Action item. Check every line of the entries for the string "road" and return the ones that contain it.

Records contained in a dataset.

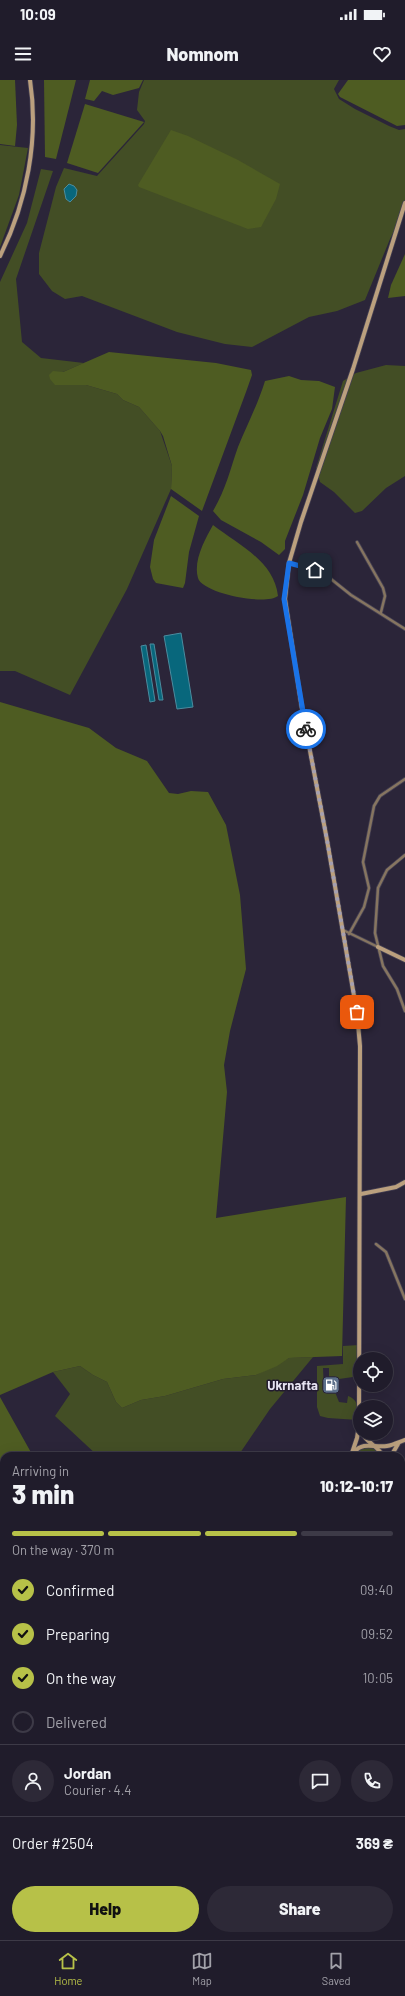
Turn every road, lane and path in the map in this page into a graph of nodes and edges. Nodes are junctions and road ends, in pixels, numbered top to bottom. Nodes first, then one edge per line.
1 (30, 80) edge
2 (405, 203) edge
3 (0, 256) edge
4 (357, 542) dead end
5 (289, 563) junction
6 (381, 612) junction
7 (405, 628) edge
8 (405, 778) edge
9 (405, 855) edge
10 (342, 930) junction
11 (349, 934) junction
12 (378, 947) junction
13 (405, 960) edge
14 (405, 1011) edge
15 (405, 1182) edge
16 (361, 1194) junction
17 (376, 1244) dead end
18 (405, 1299) edge
19 (359, 1400) edge
20 (356, 1440) edge
21 (367, 1440) edge
22 (405, 1440) edge
23 (398, 1444) junction
24 (375, 1447) junction
25 (380, 1451) edge
26 (352, 1452) edge
27 (355, 1452) edge
28 (393, 1452) edge

1 - 3 street
2 - 5 street
4 - 6 street
5 - 6 street
5 - 10 street
6 - 7 street
8 - 11 street
9 - 12 street
10 - 11 street
10 - 16 street
11 - 12 street
12 - 13 street
12 - 14 street
15 - 16 street
16 - 19 street
17 - 18 street
20 - 26 street
21 - 24 street
22 - 23 street
23 - 24 street
23 - 28 street
24 - 25 street
24 - 27 street

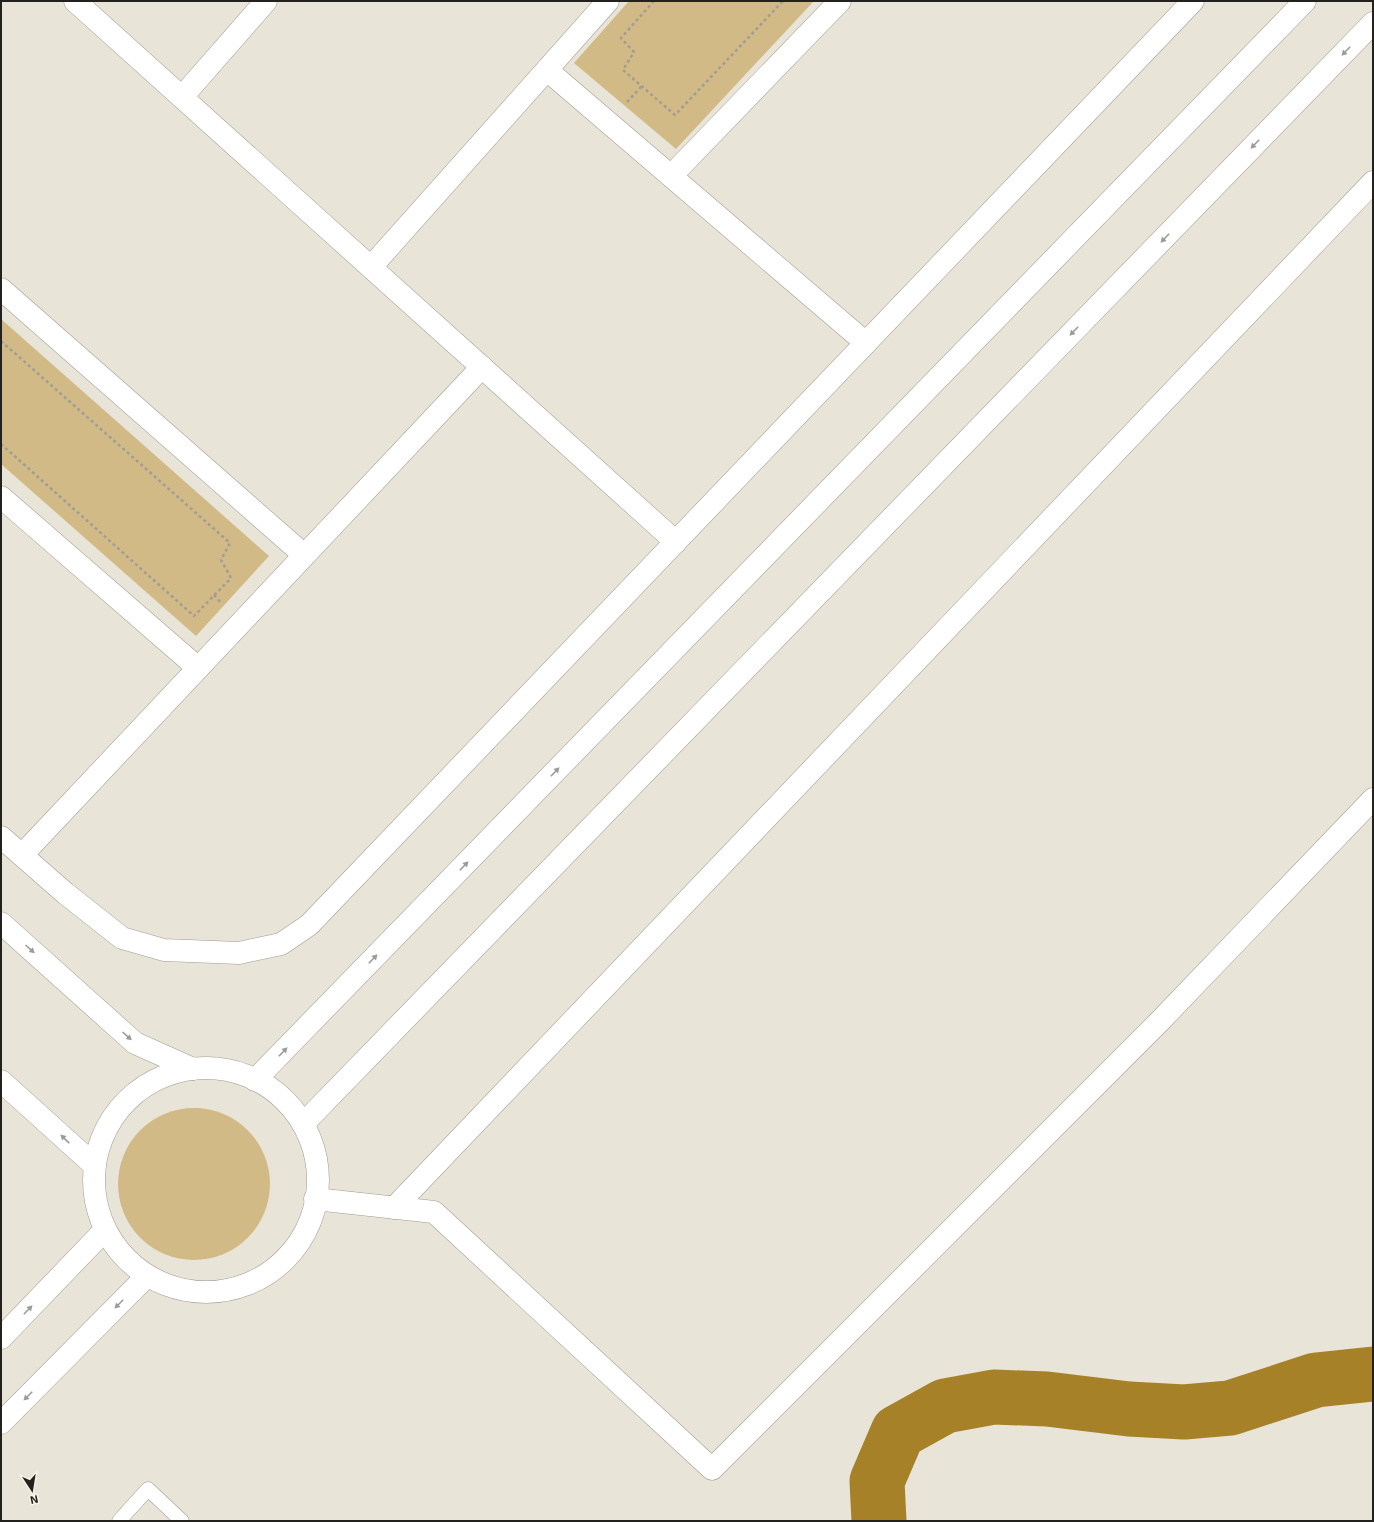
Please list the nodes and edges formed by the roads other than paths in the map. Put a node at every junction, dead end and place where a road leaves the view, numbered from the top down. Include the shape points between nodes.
1 (75, 1) edge
2 (266, 1) edge
3 (608, 1) edge
4 (840, 1) edge
5 (1193, 1) edge
6 (1305, 1) edge
7 (1373, 23) edge
8 (547, 70) junction
9 (182, 97) junction
10 (672, 176) junction
11 (1373, 182) edge
12 (371, 267) junction
13 (1, 289) edge
14 (866, 343) junction
15 (482, 367) junction
16 (1, 497) edge
17 (676, 542) junction
18 (304, 555) junction
19 (198, 668) junction
20 (1373, 799) edge
21 (1, 837) edge
22 (22, 855) junction
23 (1, 923) edge
24 (193, 1069) junction
25 (256, 1080) junction
26 (1, 1081) edge
27 (303, 1124) junction
28 (94, 1165) junction
29 (315, 1199) junction
30 (394, 1208) junction
31 (105, 1230) junction
32 (147, 1276) junction
33 (1, 1338) edge
34 (1, 1423) edge
35 (119, 1521) edge
36 (182, 1521) edge

1 - 9 street
2 - 9 street
3 - 8 street
4 - 10 street
5 - 14 street
25 -> 6 street
7 -> 27 street
8 - 10 street
8 - 12 street
9 - 12 street
10 - 14 street
11 - 30 street
12 - 15 street
13 - 18 street
14 - 17 street
15 - 17 street
15 - 18 street
16 - 19 street
17 - 22 street via 310,925 281,944 239,953 164,950 122,938 65,894
18 - 19 street
19 - 22 street
20 - 30 street via 1158,1022 712,1470 434,1212
21 - 22 street
23 -> 24 street via 135,1043
24 - 25 street via 225,1070
24 - 28 street via 157,1079 127,1100 105,1130
25 - 27 street via 274,1091 290,1106
28 -> 26 street
27 - 29 street via 315,1154 318,1187
28 - 31 street via 94,1198
29 - 30 street
29 - 32 street via 311,1219 295,1248 272,1271 242,1286 210,1292 177,1289
31 - 32 street via 116,1248
33 -> 31 street
32 -> 34 street
35 - 36 lane via 148,1489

Output of the exercise.
Turn every road, lane and path in the map in this page into a graph of nodes and edges. Nodes are junctions and road ends, in pixels, numbered top to bottom. Nodes first, then one edge per line.
Please list the nodes and edges formed by the roads other than paths in the map. Put a node at every junction, dead end and place where a road leaves the view, numbered from the top down. Include the shape points between nodes.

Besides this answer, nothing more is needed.